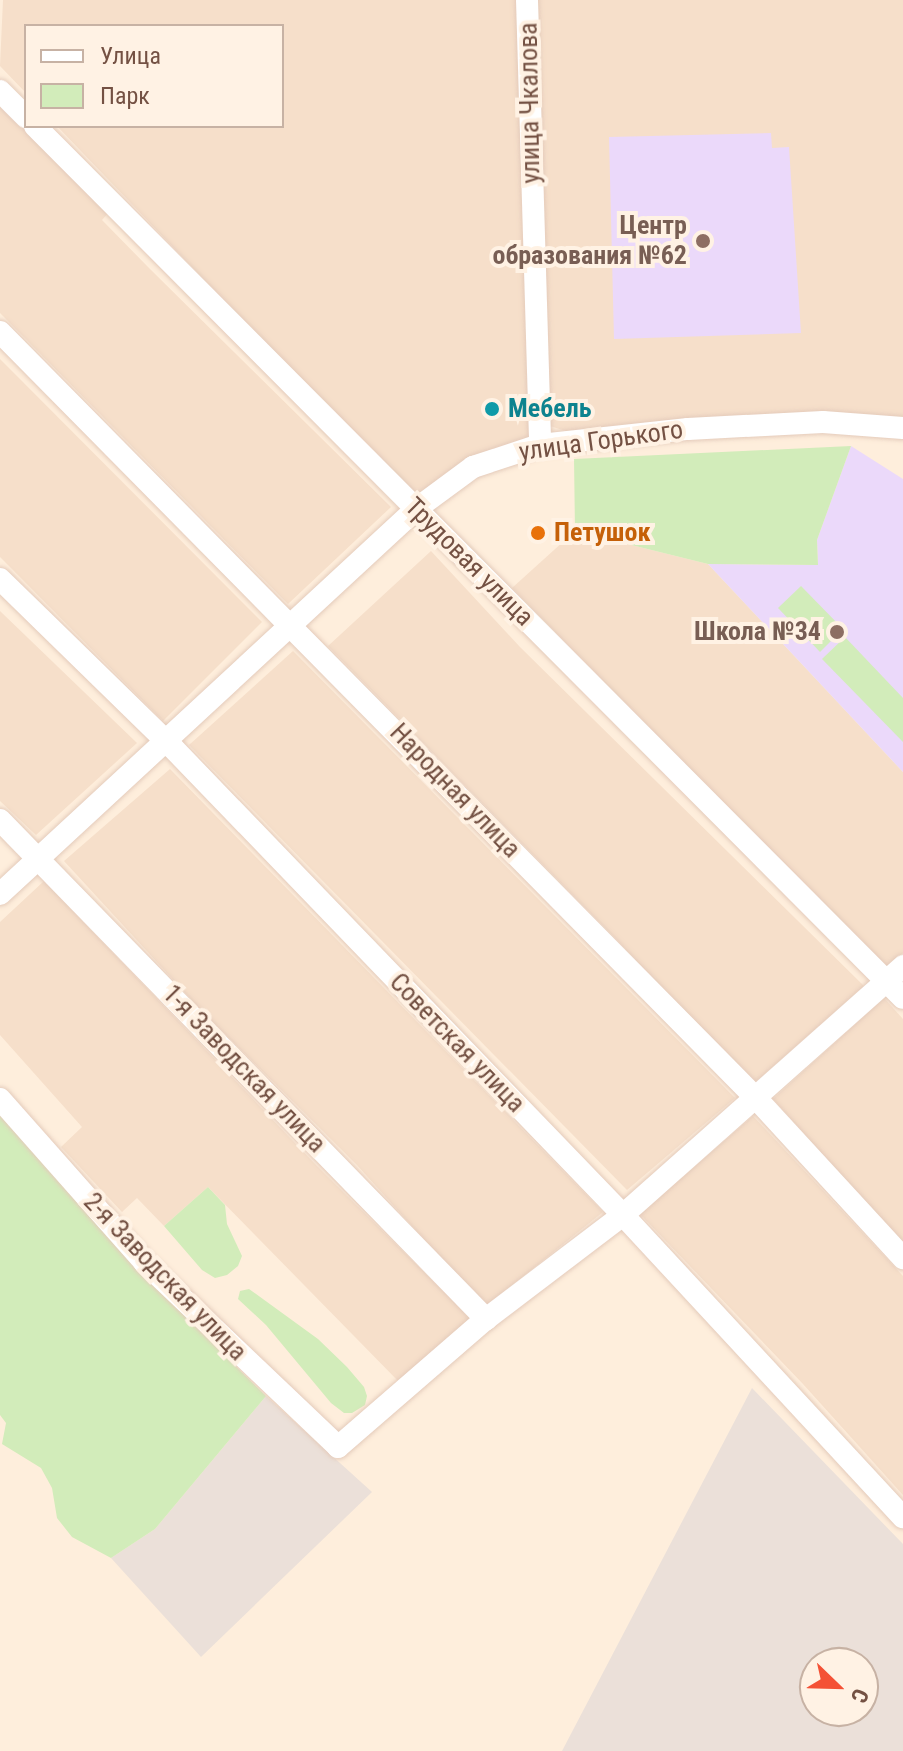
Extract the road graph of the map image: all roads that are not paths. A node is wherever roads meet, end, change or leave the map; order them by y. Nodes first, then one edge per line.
1 (527, 0) edge
2 (0, 91) edge
3 (24, 115) edge
4 (37, 128) edge
5 (0, 332) edge
6 (903, 428) edge
7 (540, 445) junction
8 (416, 509) junction
9 (0, 579) edge
10 (292, 624) junction
11 (166, 741) junction
12 (0, 820) edge
13 (41, 858) junction
14 (0, 894) edge
15 (895, 973) edge
16 (903, 998) edge
17 (755, 1097) junction
18 (0, 1099) edge
19 (623, 1215) junction
20 (903, 1258) edge
21 (486, 1319) junction
22 (903, 1517) edge

1 - 7 street, улица Чкалова
2 - 3 street
4 - 8 street, Трудовая улица
5 - 10 street, Народная улица
6 - 7 street, улица Горького
7 - 8 street, улица Горького
8 - 10 street, улица Горького
8 - 15 street, Трудовая улица
9 - 11 street, Советская улица
10 - 11 street, улица Горького
10 - 17 street, Народная улица
11 - 13 street, улица Горького
11 - 19 street, Советская улица
12 - 13 street, 1-я Заводская улица
13 - 14 street, улица Горького
13 - 21 street, 1-я Заводская улица
15 - 16 street, Трудовая улица
15 - 17 street
17 - 19 street
17 - 20 street, Народная улица
18 - 21 street, 2-я Заводская улица
19 - 21 street
19 - 22 street, Советская улица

--*--

◆ **Exercise prompt**
Return the listing verbatim; pictures are not part of the copy.

◆ **Response for this exercise**
Extract the road graph of the map image: all roads that are not paths. A node is wherever roads meet, end, change or leave the map; order them by y. Nodes first, then one edge per line.
1 (527, 0) edge
2 (0, 91) edge
3 (24, 115) edge
4 (37, 128) edge
5 (0, 332) edge
6 (903, 428) edge
7 (540, 445) junction
8 (416, 509) junction
9 (0, 579) edge
10 (292, 624) junction
11 (166, 741) junction
12 (0, 820) edge
13 (41, 858) junction
14 (0, 894) edge
15 (895, 973) edge
16 (903, 998) edge
17 (755, 1097) junction
18 (0, 1099) edge
19 (623, 1215) junction
20 (903, 1258) edge
21 (486, 1319) junction
22 (903, 1517) edge

1 - 7 street, улица Чкалова
2 - 3 street
4 - 8 street, Трудовая улица
5 - 10 street, Народная улица
6 - 7 street, улица Горького
7 - 8 street, улица Горького
8 - 10 street, улица Горького
8 - 15 street, Трудовая улица
9 - 11 street, Советская улица
10 - 11 street, улица Горького
10 - 17 street, Народная улица
11 - 13 street, улица Горького
11 - 19 street, Советская улица
12 - 13 street, 1-я Заводская улица
13 - 14 street, улица Горького
13 - 21 street, 1-я Заводская улица
15 - 16 street, Трудовая улица
15 - 17 street
17 - 19 street
17 - 20 street, Народная улица
18 - 21 street, 2-я Заводская улица
19 - 21 street
19 - 22 street, Советская улица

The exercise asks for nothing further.